To the best of our knowledge, no prior study has addressed perfusion heterogeneity using PET/CT in BC. Among a large population covering different BC phenotypes, the differences found between HER2 and TN tumors were significant, with a higher heterogeneity in the HER2 subtype. This difference was also found between HER2 tumors and luminal tumors, but was not significant. Metabolism heterogeneity analysis highlighted similar differences between phenotypes, with HER2 tumors significantly more heterogeneous than luminal and TN tumors. Consequently, HER2 subtype appeared here, as the most heterogeneous phenotype, in both perfusion and metabolism. It is worth noting that perfusion heterogeneity matched metabolism heterogeneity.

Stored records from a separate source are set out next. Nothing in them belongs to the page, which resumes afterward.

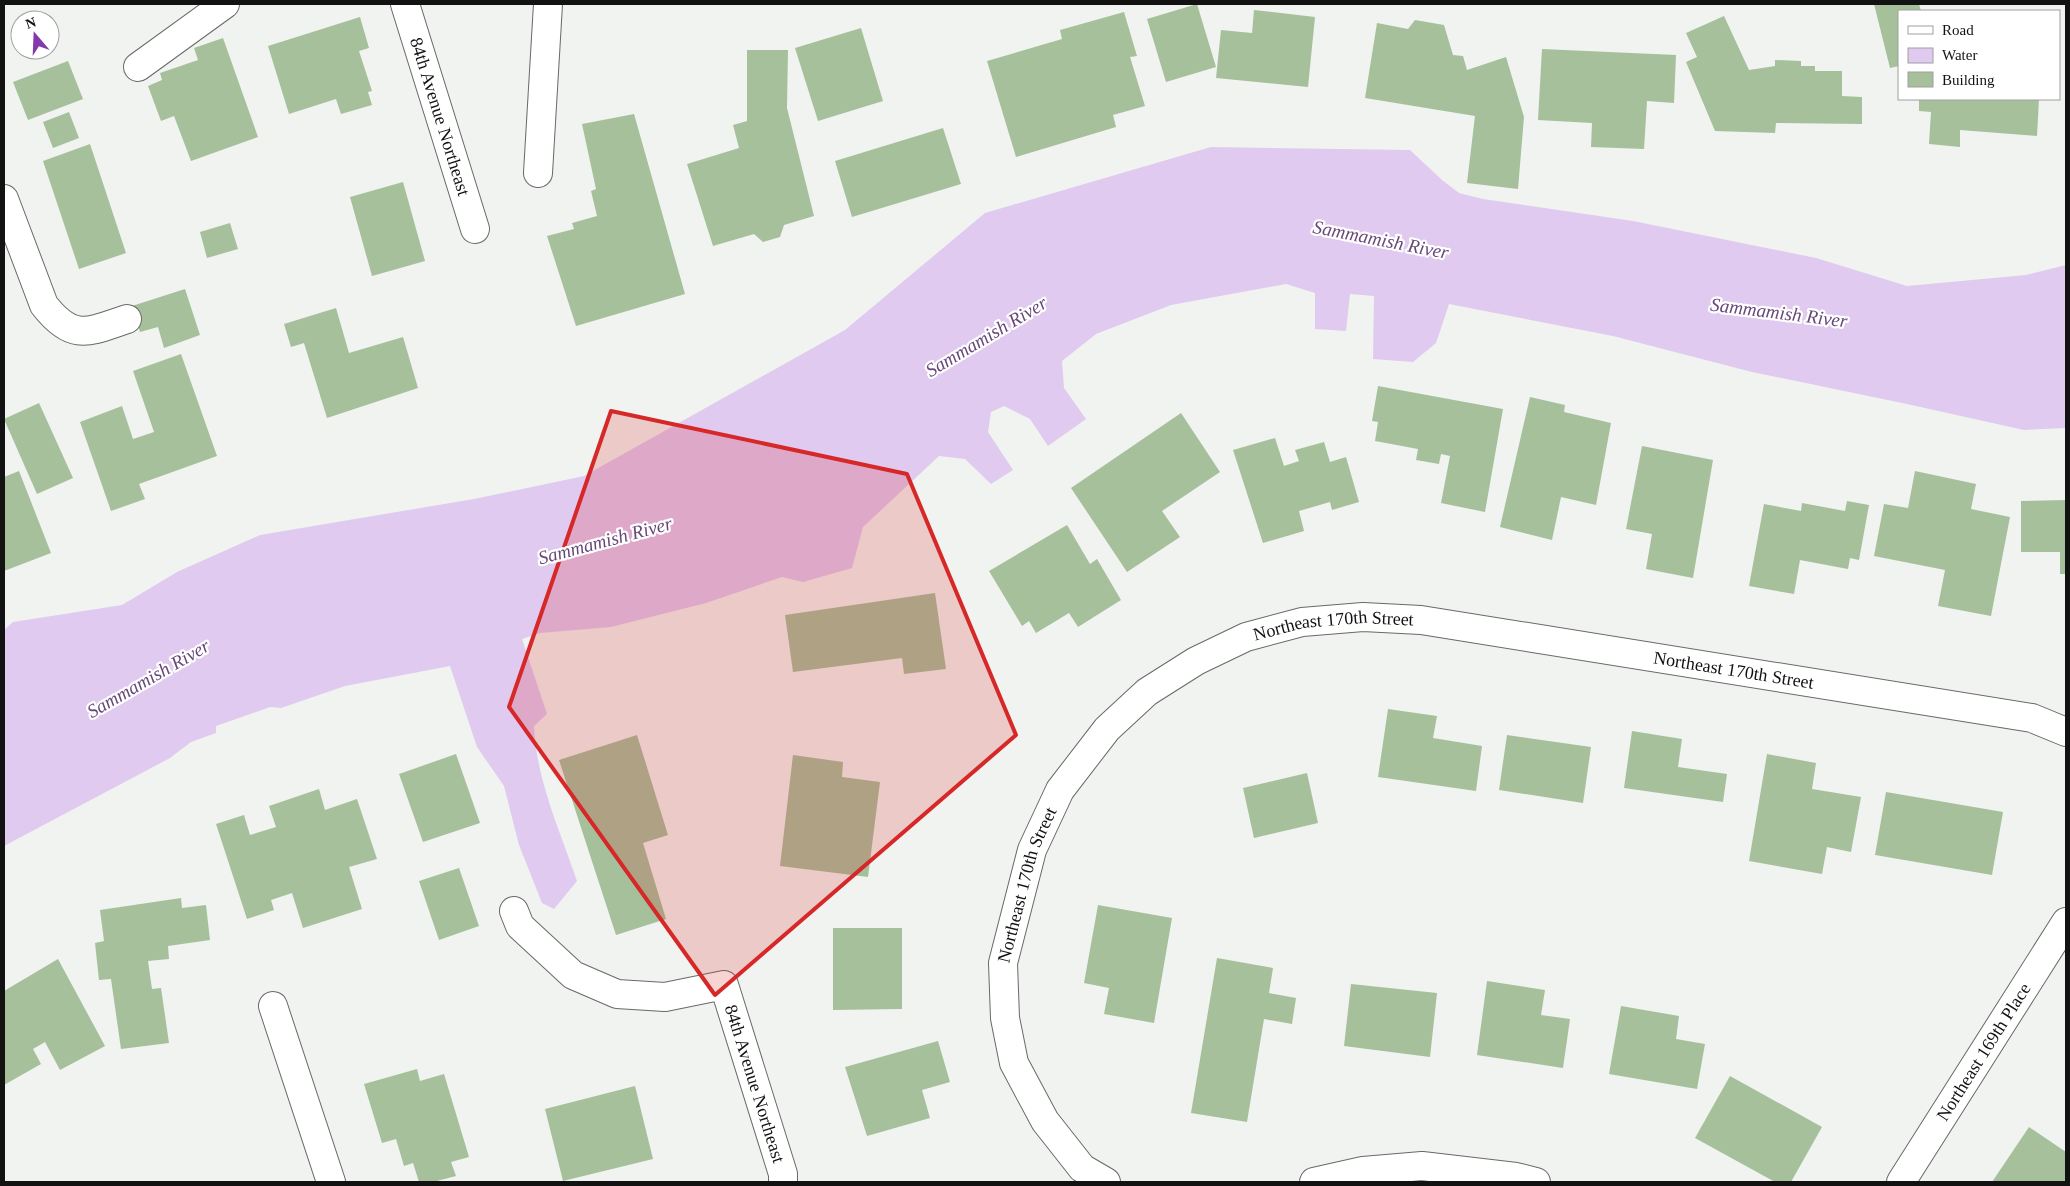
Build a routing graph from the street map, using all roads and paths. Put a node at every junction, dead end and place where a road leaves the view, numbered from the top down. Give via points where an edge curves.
1 (225, 4) edge
2 (405, 4) edge
3 (548, 4) edge
4 (138, 67) dead end
5 (538, 173) dead end
6 (4, 199) edge
7 (475, 229) dead end
8 (127, 319) dead end
9 (2066, 732) edge
10 (514, 911) dead end
11 (2066, 922) edge
12 (273, 1006) dead end
13 (331, 1182) edge
14 (783, 1182) edge
15 (1106, 1182) edge
16 (1314, 1182) edge
17 (1536, 1182) edge
18 (1901, 1182) edge

1 - 4 street
2 - 7 street, 84th Avenue Northeast
3 - 5 street
6 - 8 street via 44,305 53,317 74,330 88,332
9 - 15 street, Northeast 170th Street via 2032,718 1421,620 1363,617 1302,622 1246,637 1196,661 1147,692 1107,728 1060,790 1032,850 1003,963 1005,1018 1014,1063 1045,1121 1082,1168
10 - 14 street, 84th Avenue Northeast via 520,926 573,975 617,994 665,997 724,985
11 - 18 street, Northeast 169th Place
12 - 13 street
16 - 17 street via 1363,1171 1422,1166

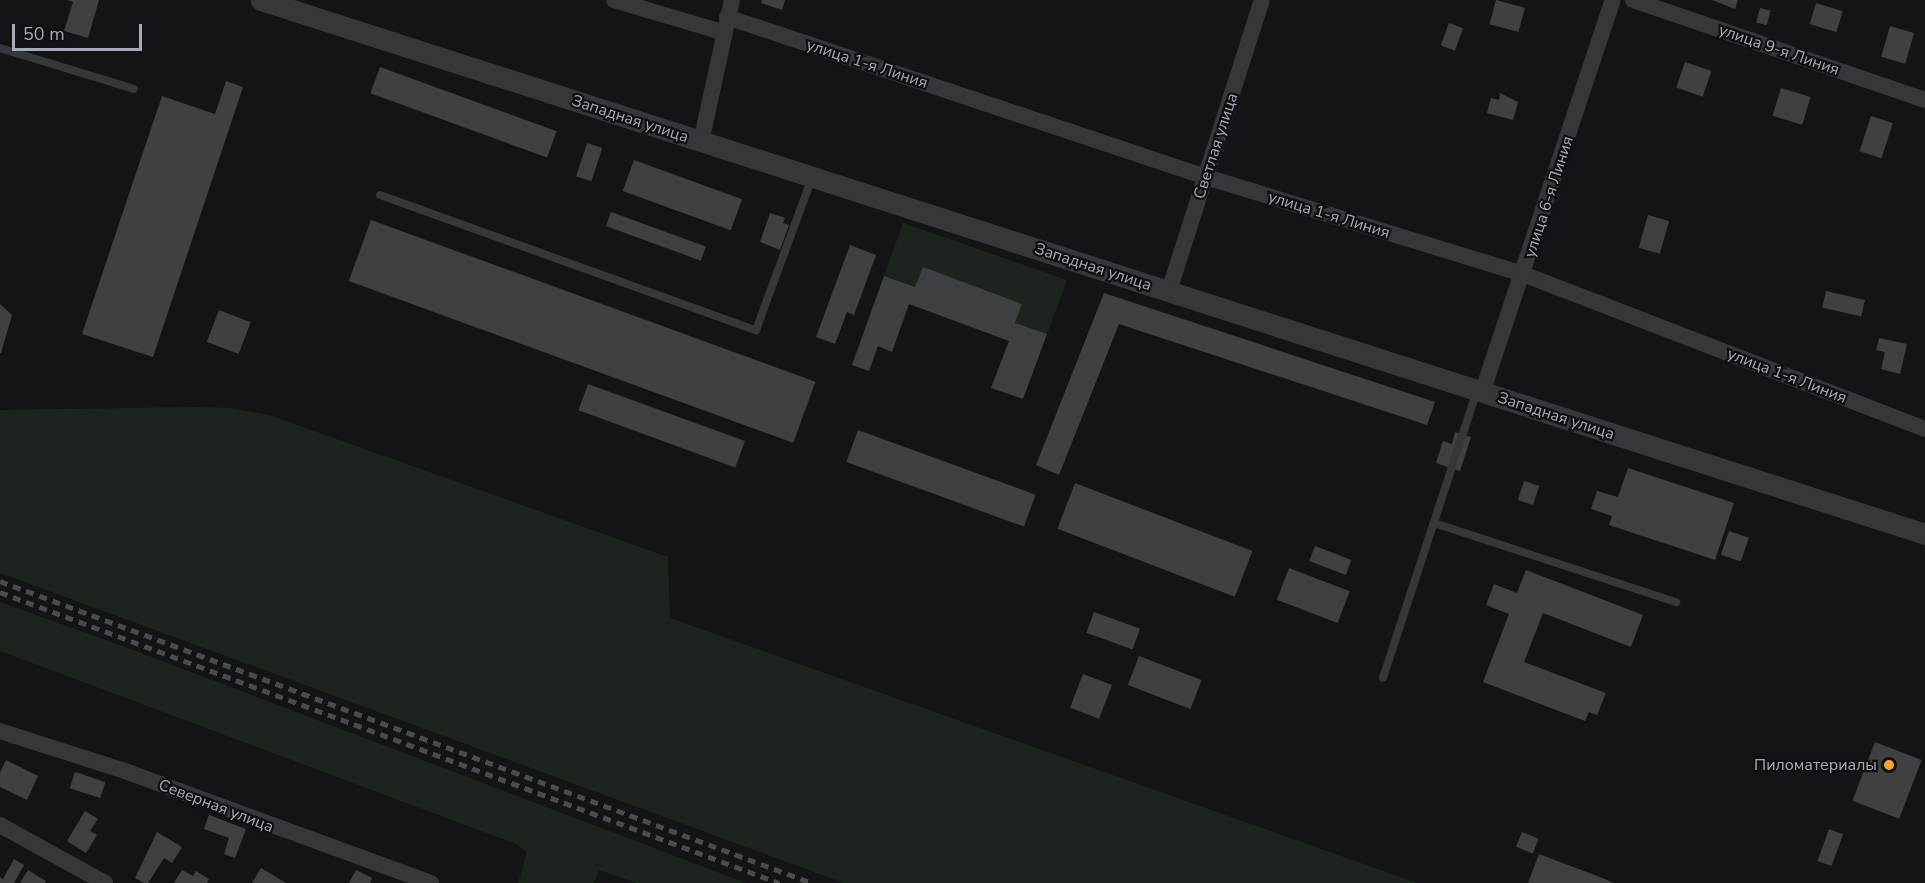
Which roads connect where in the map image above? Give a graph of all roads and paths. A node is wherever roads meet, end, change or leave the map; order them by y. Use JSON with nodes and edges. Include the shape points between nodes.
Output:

One possible interpretation of these facts might be related to the heterogeneous distribution of vascular density within the tumor, due to angiogenesis [1]. Indeed, previous published works underlined the relationship between the HER2-positive tumors and angiogenesis [23, 25, 51]. Moreover, for this BC subtype, clinical trials have suggested that addition of an antiangiogenic treatment to a conventional neoadjuvant chemotherapy, can increase the proportion of patients who achieve a pathological complete response [12], supporting the link between HER2 and angiogenesis.

Finally, unlike global perfusion parameters that show only a limited correlation with standard metabolism features [10, 47], perfusion TFs and metabolism TFs were highly correlated (for example, r= 0.84 for the correlation between M_entropy and BF_entropy). As the heterogeneity is assessed by comparison of neighbor pixels, this could reflect some anarchic distribution of perfusion and metabolism. One study has investigated the heterogeneity of microvessels in BC [1] at the microscopic level. The authors concluded that heterogeneity is even more important inside a given tumor than among various types of tumors. Results obtained here may suggest that understanding perfusion heterogeneity at the pixel level could possibly be a step forward in the comprehension of metabolism heterogeneity.

Study limitations

One of the main limitations of this study is the small volume of the tumors. However, small tumor size is one of breast cancer’s characteristics and the choice of TFs was done taking into account this aspect, using local TFs only. Considering the wide range of techniques available and the contradictory results, a careful interpretation of heterogeneity should be done. Regarding perfusion and metabolism tumor heterogeneities comparison, we performed a global rather than a voxel-to-voxel comparison given that perfusion and metabolism were evaluated from two different acquisitions.

No correction for partial volume effect was applied and the low count statistics in the dynamic images might add a bias that could affect the results [49]. By improving the signal-to-noise ratio and the spatial resolution of the dynamic short time frames, better image quality should be obtained, leading to new or more significant results. Improvement of spatial resolution and sensitivity provided by new digital PET or dedicated breast PET scanners should improve the analysis in this range of tumor sizes. Moscoso et al. [33] recently investigated the dedicated breast PET resolution improvement. They showed that this technique enables a more accurate heterogeneity characterization, but they focused only on metabolism analysis.

Conclusions

In this study, a significantly higher perfusion in tumors with lymph node involvement has been highlighted, whereas no significant difference was noted in tumor metabolism. In addition, tumor blood flow heterogeneity was different in different breast cancer phenotypes and this was not previously observed with a global analysis of the perfusion. A combination of standard PET parameters and textural features of both tumor perfusion and metabolism could represent a step forward towards a better understanding of tumor behavior and therapeutic strategies adaptation, in the era of personalized medicine. The next step would be to investigate if all these new texture features and their early changes during therapy might improve clinical outcome prediction or treatment response, as potential biomarkers of therapeutic response.